Factors associated with pneumonia in children under five (2-59 months) in Nairobi, Kenya

Caroline M.W, Maina E.N.M., Karanja S

Caroline M.W[1], Maina E.N.M.[2], Karanja S[2],

  1. Jomo Kenyatta University of Agriculture and Technology, Department of Public Health , Nairobi
  2. Nairobi University, Department of Biochemistry, Nairobi

Corresponding Author: Caroline Muthoni Wachira, P.O Box 54583–00200; E-mail: Wachira.carol@gmail.com


Introduction: Pneumonia the leading cause of mortality and morbidity in children under five in the world. Most deaths occur in Sub-Saharan Africa and South Asia.

Objective: This study investigated factors associated with pneumonia at their first presentation in Mbagathi District Hospital, Nairobi County.
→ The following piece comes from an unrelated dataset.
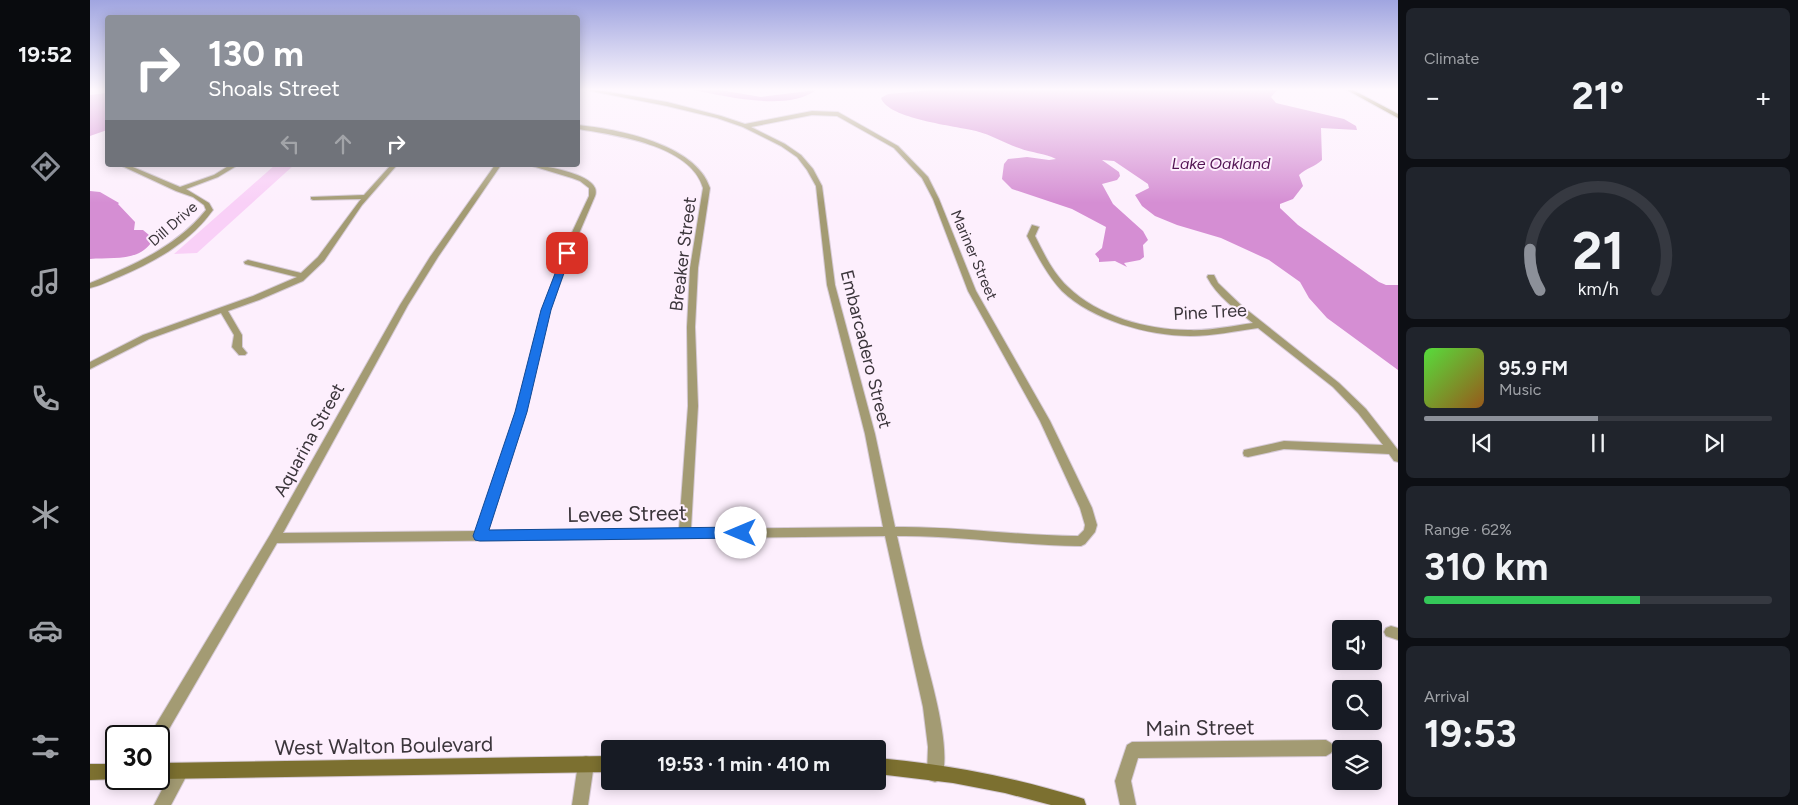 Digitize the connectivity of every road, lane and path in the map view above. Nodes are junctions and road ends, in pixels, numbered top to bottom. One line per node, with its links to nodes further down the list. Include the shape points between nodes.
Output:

Methods: We conducted a hospital based cross-sectional study at the pediatric department at Mbagathi District Hospital. All guardians of children between 2-59 months were recruited at the hospital causality and inpatient department. Pneumonia diagnosis was based on WHO definitions. Pneumonia was associated with fast breathing with or without chest in drawing. Severe pneumonia was defined as fast breathing with any danger signs. Systematic random sampling procedure was used to select study participants.  A total of 384 guardians together with their children were sampled.

Results: Childhood pneumonia was caused by a combination of exposure to risk factors related to the host, the environment and infection. Low level of education of guardians was associated with pneumonia in children p<0.0.5 (Wald= 8.358, df =3). Crowding was associated with pneumonia in children p<0.05 (OR 0.33, 95% CI, 0.11-0.95). Birth weight of children was significantly associated with pneumonia p<0.05 (OR 0.59, 95% CI 0.38-0.92).

Conclusions: The prevalence of pneumonia in children is reducing, this due to the public health interventions in the households and the hospital facility. Poor environmental factors increase the suffering of the community and this makes it difficult to prevent and control pneumonia.

Increased pneumococcal conjugate vaccine coverage in children could significantly reduce the burden of pneumonia in sub-Saharan African countries.

Key words: Childhood pneumonia, streptococcus pneumoniae, under five (2-59 months), Acute lower Respiratory Infection (ALRI).